Elmalar yılın herhangi bir zamanında, özellikle de kışın harika bir pasta malzemesidir. Bu turtanın içindeki taze rendelenmiş elmalar onu sulu ve lezzetli kılıyor. Bu tarif için 2 paket light margarin, 1/2 su bardağı esmer şeker, 1/2 su bardağı beyaz şeker, 2 büyük çırpılmış yumurta, 2 su bardağı rendelenmiş çiğ ekşi elma (McIntosh, Granny Smith veya Winesap gibi), cevizlere ihtiyacınız olacak. , 1 su bardağı doğranmış altın kuru üzüm, bir çay kaşığı vanilya ve iki çay kaşığı limon suyu. Hafif margarini, esmer şekeri ve beyaz şekeri pürüzsüz hale gelinceye kadar karıştırın. Çırpılmış yumurtaları ekleyin. Elmaları kabuğundan ve çekirdeğinden soyun. Bunları ince dilimler halinde kesin ve blenderi doğrama modunda açın. Rendelenmiş bir elmaya iki çay kaşığı limon suyu ekleyin. Kek karışımına ekleyin. Çok amaçlı un, kabartma tozu, kabartma tozu, tuz, elmalı turta baharatı ve vanilyayı birleştirin ve iyice karıştırın. Kek karışımına ekleyin. Kıyılmış unlu cevizleri ekleyin. Kamış kalıbını yağlayın ve unlayın, ardından kamış kalıbın tabanına sığacak şekilde bir parça mumlu kağıt kesin. Mumlu kağıdı yağlayın ve üzerine un serpin. Tencerenin ve borunun kenarlarının yağlanıp unlandığından emin olun. Kek karışımını tavaya dökün ve 350 derecede 50 dakika veya kek yanlardan fırlayıp tekrar dokunuluncaya kadar pişirin. Kalıptan çıkarmadan önce yarım saat soğumaya bırakın. Bu pasta taze ve bir veya iki gün sonra daha da güzelleşiyor. Pastayı kek kapağına yerleştirin.

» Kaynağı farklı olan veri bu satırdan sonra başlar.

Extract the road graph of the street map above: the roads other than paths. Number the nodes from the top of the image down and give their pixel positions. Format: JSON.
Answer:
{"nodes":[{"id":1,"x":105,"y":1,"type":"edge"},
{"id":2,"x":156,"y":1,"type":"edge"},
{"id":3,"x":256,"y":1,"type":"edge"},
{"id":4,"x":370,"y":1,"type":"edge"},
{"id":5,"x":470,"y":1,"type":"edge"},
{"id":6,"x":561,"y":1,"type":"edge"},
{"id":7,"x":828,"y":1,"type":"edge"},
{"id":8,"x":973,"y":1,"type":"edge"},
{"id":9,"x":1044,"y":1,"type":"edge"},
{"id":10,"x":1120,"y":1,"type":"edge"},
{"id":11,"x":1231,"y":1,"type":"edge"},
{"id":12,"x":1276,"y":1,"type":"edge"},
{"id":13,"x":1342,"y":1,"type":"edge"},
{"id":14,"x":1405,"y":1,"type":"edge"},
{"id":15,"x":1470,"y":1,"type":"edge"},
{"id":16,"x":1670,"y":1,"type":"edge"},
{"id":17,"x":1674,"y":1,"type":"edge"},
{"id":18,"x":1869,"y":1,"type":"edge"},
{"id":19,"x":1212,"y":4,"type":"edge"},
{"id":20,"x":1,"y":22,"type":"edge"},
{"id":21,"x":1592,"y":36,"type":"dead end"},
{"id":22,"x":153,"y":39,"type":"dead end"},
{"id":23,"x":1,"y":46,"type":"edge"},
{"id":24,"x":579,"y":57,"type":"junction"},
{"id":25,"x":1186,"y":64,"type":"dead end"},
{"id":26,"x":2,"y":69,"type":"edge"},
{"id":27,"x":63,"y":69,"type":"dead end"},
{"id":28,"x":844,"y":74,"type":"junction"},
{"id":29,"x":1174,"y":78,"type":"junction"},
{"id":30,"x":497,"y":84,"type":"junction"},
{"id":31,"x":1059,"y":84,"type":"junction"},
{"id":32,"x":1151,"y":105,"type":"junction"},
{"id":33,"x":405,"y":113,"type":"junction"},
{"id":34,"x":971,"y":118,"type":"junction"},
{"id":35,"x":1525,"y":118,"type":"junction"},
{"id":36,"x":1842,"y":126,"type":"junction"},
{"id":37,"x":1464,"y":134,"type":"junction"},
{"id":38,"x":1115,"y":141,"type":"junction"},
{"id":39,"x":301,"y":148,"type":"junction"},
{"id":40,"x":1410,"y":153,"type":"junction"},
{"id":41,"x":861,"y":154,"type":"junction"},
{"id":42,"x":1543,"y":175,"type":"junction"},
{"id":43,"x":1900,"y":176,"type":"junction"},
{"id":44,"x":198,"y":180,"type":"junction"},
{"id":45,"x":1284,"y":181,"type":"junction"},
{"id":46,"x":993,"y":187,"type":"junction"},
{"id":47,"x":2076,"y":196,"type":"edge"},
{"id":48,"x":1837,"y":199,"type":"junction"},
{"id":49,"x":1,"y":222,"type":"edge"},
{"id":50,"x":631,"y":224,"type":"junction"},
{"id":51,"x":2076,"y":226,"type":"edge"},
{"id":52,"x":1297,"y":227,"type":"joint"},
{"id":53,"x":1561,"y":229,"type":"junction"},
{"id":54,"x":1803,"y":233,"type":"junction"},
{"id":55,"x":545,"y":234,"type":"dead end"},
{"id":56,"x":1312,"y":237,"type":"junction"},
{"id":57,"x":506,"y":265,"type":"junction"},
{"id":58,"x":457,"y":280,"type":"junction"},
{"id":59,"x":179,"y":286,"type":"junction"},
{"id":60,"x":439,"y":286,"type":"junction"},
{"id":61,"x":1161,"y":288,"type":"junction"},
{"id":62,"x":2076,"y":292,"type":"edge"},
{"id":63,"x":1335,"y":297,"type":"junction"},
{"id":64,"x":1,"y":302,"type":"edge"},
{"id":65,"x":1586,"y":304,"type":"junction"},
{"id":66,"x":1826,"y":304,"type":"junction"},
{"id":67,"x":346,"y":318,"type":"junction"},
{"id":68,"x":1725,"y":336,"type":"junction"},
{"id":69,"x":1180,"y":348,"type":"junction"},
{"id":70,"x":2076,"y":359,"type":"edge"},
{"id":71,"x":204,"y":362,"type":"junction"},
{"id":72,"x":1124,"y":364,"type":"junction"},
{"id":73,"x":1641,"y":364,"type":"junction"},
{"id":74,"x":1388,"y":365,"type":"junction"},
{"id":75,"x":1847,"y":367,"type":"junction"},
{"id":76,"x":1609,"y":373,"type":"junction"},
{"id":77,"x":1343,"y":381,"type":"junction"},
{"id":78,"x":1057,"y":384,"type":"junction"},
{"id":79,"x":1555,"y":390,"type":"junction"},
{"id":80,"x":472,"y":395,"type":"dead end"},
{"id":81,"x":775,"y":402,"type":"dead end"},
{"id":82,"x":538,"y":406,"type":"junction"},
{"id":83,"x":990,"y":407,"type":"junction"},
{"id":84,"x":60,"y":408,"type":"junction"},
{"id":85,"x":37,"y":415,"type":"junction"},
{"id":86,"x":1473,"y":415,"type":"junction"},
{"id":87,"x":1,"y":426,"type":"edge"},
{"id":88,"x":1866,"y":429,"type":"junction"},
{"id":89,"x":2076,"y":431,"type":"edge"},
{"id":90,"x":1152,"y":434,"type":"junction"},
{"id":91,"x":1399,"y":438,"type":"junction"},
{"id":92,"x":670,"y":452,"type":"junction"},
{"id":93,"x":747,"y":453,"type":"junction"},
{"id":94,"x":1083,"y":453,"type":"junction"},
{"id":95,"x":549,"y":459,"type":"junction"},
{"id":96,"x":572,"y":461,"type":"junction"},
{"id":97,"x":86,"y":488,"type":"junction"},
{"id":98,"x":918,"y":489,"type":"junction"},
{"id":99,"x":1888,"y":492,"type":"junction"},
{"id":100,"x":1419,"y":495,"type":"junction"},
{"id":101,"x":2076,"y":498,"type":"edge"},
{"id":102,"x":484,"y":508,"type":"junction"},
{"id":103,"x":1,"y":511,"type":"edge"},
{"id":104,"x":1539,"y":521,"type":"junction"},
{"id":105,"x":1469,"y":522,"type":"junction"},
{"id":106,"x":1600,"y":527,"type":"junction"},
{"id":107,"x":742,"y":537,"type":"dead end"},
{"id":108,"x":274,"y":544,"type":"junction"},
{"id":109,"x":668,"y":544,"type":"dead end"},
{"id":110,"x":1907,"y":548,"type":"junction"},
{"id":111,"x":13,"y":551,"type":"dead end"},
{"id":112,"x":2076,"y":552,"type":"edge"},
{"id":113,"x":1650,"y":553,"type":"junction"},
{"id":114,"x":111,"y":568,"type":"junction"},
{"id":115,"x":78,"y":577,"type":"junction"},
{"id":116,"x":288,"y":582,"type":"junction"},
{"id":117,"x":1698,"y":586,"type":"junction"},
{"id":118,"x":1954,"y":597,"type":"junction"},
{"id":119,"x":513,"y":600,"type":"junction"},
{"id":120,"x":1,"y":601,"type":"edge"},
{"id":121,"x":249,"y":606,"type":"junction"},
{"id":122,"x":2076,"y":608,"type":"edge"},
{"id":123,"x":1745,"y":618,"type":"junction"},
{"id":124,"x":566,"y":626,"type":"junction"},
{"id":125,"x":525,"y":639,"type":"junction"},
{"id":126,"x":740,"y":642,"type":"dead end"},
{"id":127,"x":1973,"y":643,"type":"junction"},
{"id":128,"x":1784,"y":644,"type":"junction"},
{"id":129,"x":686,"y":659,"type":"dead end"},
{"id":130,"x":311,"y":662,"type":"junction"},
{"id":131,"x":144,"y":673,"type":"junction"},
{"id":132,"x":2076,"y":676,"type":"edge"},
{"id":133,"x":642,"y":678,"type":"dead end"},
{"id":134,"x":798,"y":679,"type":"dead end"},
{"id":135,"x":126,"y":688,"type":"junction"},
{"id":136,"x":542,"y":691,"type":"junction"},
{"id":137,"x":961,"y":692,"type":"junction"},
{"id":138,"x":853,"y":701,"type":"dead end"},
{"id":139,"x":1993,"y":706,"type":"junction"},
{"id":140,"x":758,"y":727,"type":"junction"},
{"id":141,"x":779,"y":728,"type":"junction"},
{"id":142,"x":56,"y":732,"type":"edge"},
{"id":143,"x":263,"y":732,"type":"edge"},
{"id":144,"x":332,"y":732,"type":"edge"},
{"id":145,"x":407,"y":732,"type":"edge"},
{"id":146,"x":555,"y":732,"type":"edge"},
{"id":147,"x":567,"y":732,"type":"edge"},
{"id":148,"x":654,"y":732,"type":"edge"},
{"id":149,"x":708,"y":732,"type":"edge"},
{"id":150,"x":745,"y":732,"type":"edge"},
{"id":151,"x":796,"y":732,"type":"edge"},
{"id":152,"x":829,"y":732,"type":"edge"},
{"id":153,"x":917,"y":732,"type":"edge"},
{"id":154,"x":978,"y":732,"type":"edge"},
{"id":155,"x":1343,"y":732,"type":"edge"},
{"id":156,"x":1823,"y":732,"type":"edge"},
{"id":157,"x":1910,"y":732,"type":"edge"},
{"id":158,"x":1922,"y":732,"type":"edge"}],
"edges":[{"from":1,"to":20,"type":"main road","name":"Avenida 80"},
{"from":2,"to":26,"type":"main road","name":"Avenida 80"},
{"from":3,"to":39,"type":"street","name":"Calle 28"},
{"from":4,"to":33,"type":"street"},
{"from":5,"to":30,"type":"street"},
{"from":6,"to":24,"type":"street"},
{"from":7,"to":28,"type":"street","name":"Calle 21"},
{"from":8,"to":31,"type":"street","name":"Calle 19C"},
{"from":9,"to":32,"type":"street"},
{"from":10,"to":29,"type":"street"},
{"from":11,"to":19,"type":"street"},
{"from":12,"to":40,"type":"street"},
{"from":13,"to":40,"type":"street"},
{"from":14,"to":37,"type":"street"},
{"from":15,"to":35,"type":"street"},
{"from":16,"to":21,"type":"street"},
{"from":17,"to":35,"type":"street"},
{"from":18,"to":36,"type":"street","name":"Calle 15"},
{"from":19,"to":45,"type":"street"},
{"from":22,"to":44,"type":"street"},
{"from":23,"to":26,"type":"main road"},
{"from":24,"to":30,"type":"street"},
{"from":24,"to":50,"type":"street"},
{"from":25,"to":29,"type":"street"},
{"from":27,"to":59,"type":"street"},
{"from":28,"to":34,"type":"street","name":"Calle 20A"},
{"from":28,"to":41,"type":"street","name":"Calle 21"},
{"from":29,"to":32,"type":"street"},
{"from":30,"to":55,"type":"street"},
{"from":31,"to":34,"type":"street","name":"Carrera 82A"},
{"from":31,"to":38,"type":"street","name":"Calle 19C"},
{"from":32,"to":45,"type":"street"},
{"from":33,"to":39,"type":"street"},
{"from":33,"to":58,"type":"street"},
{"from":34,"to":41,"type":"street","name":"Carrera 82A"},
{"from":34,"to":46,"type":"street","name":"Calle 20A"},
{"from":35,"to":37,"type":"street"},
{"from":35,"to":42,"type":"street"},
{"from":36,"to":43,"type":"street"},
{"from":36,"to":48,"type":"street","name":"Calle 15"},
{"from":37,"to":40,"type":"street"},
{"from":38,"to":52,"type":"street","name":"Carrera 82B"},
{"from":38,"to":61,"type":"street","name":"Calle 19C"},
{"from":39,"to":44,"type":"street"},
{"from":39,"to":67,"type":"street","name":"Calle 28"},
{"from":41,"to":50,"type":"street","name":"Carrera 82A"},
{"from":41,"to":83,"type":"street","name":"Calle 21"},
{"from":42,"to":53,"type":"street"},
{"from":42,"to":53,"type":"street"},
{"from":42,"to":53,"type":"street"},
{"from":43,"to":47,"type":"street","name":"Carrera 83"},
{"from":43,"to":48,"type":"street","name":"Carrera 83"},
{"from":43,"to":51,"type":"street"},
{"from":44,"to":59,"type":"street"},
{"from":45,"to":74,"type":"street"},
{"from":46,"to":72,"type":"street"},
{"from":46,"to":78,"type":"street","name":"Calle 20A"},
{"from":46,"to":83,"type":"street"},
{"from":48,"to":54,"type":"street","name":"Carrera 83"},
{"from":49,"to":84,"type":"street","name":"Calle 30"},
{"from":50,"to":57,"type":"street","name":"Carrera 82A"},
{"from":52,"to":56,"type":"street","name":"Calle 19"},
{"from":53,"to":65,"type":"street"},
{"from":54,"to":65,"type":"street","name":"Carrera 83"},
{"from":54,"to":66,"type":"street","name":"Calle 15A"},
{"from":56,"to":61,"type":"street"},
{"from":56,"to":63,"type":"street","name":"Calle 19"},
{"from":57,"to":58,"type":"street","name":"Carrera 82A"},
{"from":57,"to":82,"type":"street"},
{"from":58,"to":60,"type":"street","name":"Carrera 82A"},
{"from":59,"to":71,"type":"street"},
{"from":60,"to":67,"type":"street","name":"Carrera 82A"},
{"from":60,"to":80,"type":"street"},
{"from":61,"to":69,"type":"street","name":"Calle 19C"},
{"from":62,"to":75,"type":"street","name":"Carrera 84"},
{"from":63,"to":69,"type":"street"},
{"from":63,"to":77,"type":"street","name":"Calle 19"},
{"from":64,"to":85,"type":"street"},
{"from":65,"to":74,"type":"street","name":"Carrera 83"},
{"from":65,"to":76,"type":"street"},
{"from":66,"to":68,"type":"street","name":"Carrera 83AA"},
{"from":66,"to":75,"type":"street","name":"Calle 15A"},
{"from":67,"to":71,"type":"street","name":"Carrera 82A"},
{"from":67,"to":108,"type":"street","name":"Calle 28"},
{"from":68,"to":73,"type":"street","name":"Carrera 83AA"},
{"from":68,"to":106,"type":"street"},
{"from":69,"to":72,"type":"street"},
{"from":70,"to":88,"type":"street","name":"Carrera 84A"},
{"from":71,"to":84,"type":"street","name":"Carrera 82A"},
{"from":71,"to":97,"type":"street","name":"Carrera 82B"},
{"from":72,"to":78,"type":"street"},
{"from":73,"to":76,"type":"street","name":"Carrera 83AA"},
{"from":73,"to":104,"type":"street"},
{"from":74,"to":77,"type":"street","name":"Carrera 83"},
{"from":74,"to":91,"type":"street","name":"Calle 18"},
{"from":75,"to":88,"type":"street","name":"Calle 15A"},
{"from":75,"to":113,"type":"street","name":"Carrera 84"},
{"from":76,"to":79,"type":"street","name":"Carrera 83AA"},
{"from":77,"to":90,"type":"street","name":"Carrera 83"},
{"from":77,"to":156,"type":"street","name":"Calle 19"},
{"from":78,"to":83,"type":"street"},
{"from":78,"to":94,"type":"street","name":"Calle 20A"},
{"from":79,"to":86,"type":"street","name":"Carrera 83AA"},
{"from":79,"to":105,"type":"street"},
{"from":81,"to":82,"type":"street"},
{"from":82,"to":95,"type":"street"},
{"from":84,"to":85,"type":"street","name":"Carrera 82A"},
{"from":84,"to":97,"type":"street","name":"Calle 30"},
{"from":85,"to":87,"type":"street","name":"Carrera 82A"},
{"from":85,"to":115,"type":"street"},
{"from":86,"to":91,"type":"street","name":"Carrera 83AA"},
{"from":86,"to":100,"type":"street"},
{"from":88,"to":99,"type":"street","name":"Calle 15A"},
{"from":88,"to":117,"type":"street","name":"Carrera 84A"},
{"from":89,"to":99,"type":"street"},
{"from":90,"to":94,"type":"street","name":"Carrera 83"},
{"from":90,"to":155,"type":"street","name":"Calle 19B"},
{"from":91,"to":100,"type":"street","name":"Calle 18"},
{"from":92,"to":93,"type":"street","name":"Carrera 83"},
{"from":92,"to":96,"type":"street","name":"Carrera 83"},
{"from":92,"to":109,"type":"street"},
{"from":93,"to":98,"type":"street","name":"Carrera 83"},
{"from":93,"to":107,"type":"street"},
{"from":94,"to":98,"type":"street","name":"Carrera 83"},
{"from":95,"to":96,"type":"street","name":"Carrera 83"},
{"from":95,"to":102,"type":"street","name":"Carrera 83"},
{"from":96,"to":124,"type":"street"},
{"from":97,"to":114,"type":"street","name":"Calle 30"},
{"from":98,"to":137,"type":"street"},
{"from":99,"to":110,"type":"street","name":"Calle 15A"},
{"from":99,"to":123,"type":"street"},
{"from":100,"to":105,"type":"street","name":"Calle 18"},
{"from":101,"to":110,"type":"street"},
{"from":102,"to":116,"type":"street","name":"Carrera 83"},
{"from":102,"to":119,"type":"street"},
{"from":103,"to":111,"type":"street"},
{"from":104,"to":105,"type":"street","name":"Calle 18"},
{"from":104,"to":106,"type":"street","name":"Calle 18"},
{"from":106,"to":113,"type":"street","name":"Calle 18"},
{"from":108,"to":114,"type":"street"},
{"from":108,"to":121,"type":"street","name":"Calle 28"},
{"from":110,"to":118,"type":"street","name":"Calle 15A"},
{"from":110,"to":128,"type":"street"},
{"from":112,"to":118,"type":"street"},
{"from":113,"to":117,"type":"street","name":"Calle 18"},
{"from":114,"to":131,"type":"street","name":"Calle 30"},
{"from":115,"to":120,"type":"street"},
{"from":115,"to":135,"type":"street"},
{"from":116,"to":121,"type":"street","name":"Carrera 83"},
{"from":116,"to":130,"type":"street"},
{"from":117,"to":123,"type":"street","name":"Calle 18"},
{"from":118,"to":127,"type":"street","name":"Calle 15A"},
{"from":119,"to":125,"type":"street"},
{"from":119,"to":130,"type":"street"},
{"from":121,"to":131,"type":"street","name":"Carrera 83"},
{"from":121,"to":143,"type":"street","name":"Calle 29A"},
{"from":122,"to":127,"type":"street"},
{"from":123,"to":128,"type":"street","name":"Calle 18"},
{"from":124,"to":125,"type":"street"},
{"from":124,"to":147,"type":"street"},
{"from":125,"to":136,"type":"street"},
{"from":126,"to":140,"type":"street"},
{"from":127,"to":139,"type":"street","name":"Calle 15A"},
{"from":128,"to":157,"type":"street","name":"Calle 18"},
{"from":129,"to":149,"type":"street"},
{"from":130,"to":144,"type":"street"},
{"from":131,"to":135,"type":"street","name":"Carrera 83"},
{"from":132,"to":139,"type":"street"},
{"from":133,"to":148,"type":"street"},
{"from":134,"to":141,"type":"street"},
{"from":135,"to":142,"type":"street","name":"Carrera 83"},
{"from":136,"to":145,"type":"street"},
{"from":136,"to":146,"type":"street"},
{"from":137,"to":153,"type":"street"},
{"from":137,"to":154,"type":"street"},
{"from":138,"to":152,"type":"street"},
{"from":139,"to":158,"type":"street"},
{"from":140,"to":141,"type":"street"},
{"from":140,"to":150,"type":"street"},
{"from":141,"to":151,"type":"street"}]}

Bahçenin kenarından Carolina yasemininin kokusu yayılıyordu. Ayrıca kış sonunda kanatlarını çırpıp sarı çiçeklerin ve nektarın tadını çıkaran yılın ilk arılarını da cezbeder. Koyu yeşil yapraklar çiçekleri vurgular. Yasemin yılda birkaç kez çiçek açar ve mevsiminde kesilip çit haline getirilebilir. Fidanlıklardan ve bahçe merkezlerinden satın alınabilirler.